Thursday, August 13, 2009

Do You Roll Your Eyes At This?

At the risk of accusations of being a Puritan, a hypocrite or worse, I'm going to post here a few statements made in answer to the question, "If there was one thing you would want to tell women about dressing modestly, what would it be?" (Excerpts from a post by Anne Jackson)

They impacted me strongly, as they should have.

What do you think? Do most women even think about stuff like this when they are choosing their clothing?

“I know that women probably roll their eyes a lot when they hear to dress modestly, but seriously, its a huge help. A. Huge. Help. Look, if you are an attractive woman, you are right, you cant control where guys' thoughts go. But you dont have to help them get there quicker. A lot of us are really trying, and small skirts or deep cleavage just sets us back, no matter how strong we are."

“Cover the cleavage. It’s intoxicating, they’re wonderful but I should really concentrate on my wife’s and not yours.”

“My sister, when it comes to being tempted visually, I am your much weaker brother. I would humbly ask, as you exercise your wonderful freedom in Christ, you would demonstrate grace and help me in my quest to live a life that honors our great God. YOU can help ME in my weakness.”

“If women knew the devastation that their immodesty could cause a man who is struggling with porn/lust (and his family), I think they might reconsider. ESPECIALLY in church….which should be a safe place for men to not have to dart their eyes every 2 seconds.”

“I would tell them about my husband’s former struggles with pornography and fantasy, about how much we underestimate the power we have over helping or hindering our brother’s walks with God, and the marriages of our sisters and how much a glance at another woman’s cleavage is heartbreaking to a wife."

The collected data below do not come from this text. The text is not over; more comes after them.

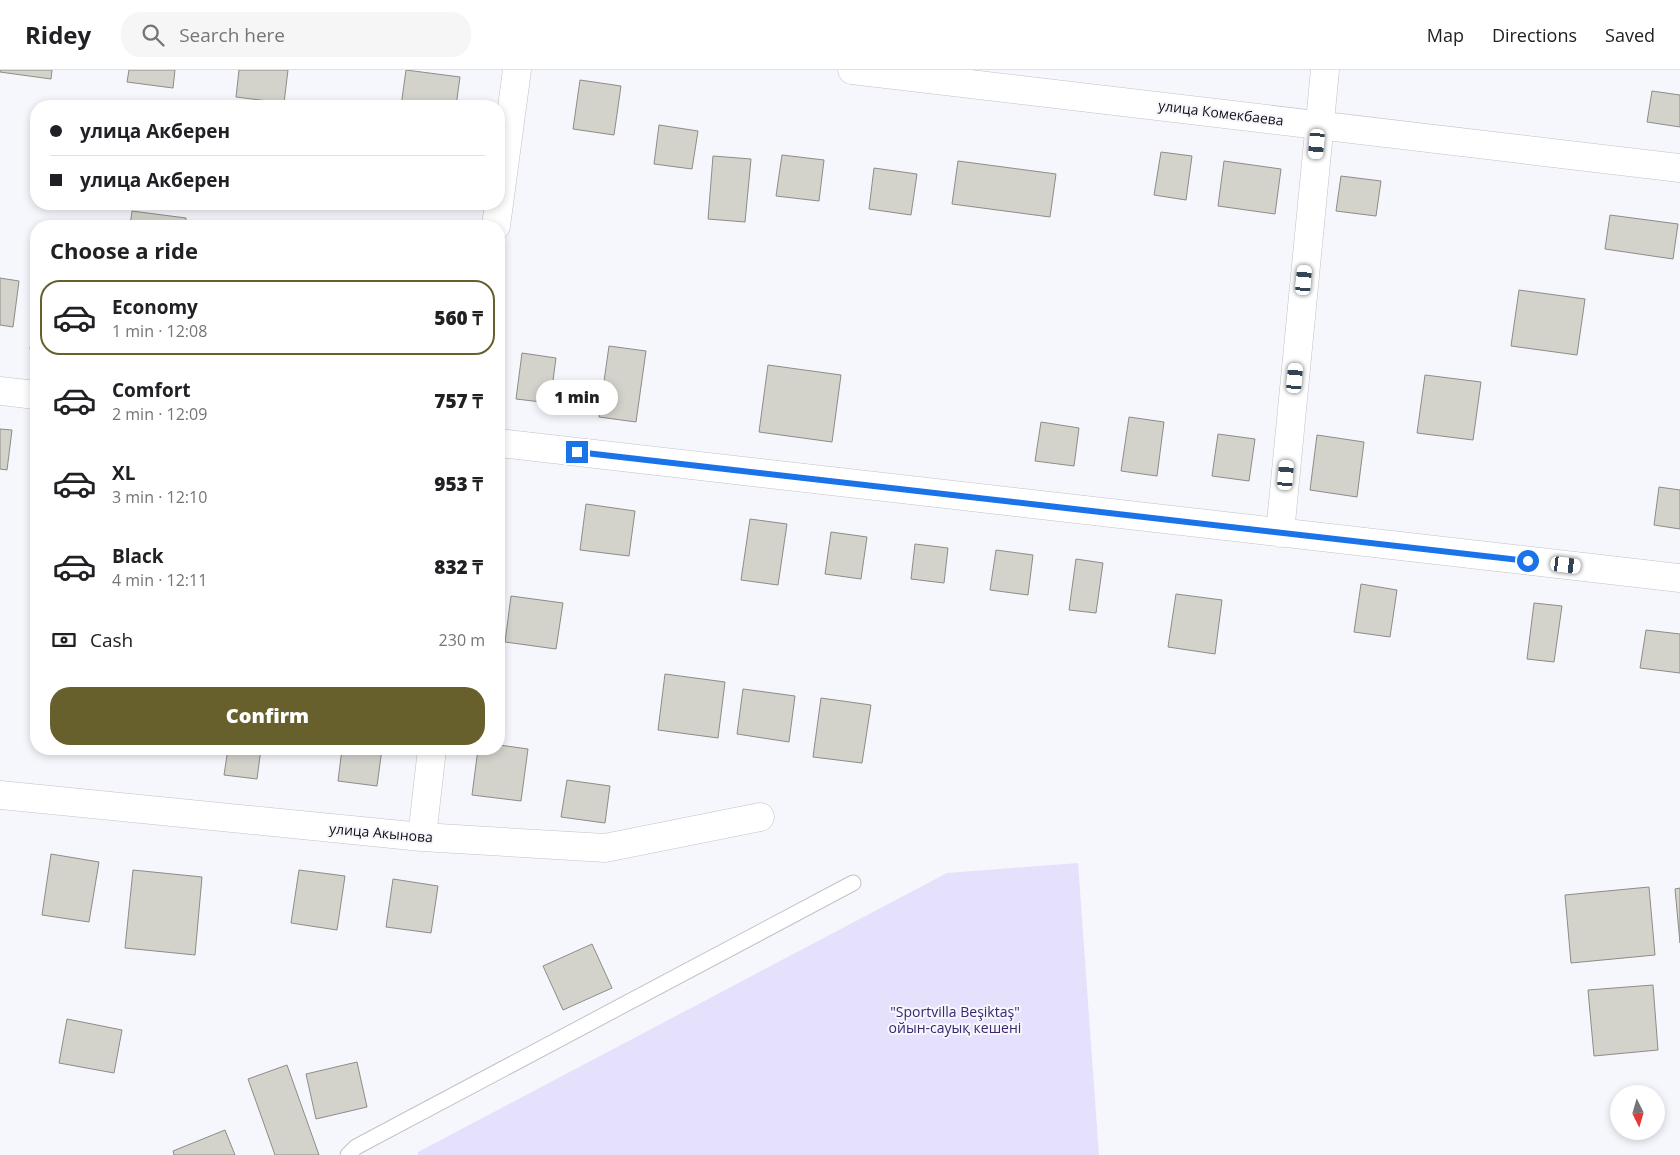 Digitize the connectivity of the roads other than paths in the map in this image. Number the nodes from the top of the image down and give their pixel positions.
1 (517, 70) edge
2 (852, 70) edge
3 (1325, 70) edge
4 (1319, 125) junction
5 (505, 159) edge
6 (1680, 168) edge
7 (0, 391) edge
8 (30, 394) edge
9 (505, 444) edge
10 (1280, 533) junction
11 (1680, 578) edge
12 (431, 755) edge
13 (0, 795) edge
14 (760, 817) dead end
15 (422, 837) junction
16 (853, 883) dead end
17 (348, 1155) edge

1 - 5 street
2 - 4 street, улица Комекбаева
3 - 4 street
4 - 6 street, улица Комекбаева
4 - 10 street
7 - 8 street
9 - 10 street
10 - 11 street
12 - 15 street
13 - 15 street, улица Акынова
14 - 15 street, улица Акынова
16 - 17 lane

“You don’t understand the intensity with which men are compelled in and battle these things…not giving us more to mentally work with does not win our battle (nor does dressing provocatively lose it) but simply being thoughtful in how you dress and doing your best to help us see who you are instead of how your body looks is greatly appreciated.”

“If you are a Christ-follower, please understand the lust issues that men face. It is difficult enough for us to stay mentally pure.”

You can find the full posting here. Props to Anne Jackson for addressing issues like this.

5 comments:

Mrs. G.I. Joe said...

That's all very interesting. I think so many women want to dress in a way that would be "appealing" but maybe not necessarily to the point of causing lust. But that comes from wanting attention and fulfilment that should be coming from their relationship with God, and not what men think of their appearence.

I think the best code of dressing, whether for modesty or to actually look presentable in any way, is to dress your size! Nobody wants to see clothes multiple sizes too small, and that goes for on men as well.

Chances are, if you are wearing an appropriate size for your body then being modest and presentable. Seems simple, but I think its a principal that's lost on a lot of people in this world!

The Dude said...

Good call on addressing this issue, as a guy I can tell you we struggle to not notice things but, when it's in your face it's that much easier to have wandering eyes.

Anonymous said...

Nice to hear that someone is thinking of modesty these days. With the coming fashion of see through clothing, I think men are in for another onslaught. I respect myself enough to want to keep what I have for myself and my husband. It's not for sale, so why advertise it?
B. K. Kerr

Anonymous said...

Many women dress to look appealing to their husbands. Ask yourself, if you are appealing to your husband, how many teenage young men are you also appealing to? As a mature man who struggles with this, I can tell you that there are enough distractions in the "world" without having to deal with it in the church as well.

Bill said...

Hey....great post. Couldn't help but notice that my cousin (B>K> Kerr had responded....so I called her up and we talked for a half hour! Thanks for continueing to be you. your honesty is a blessing to us all who read you.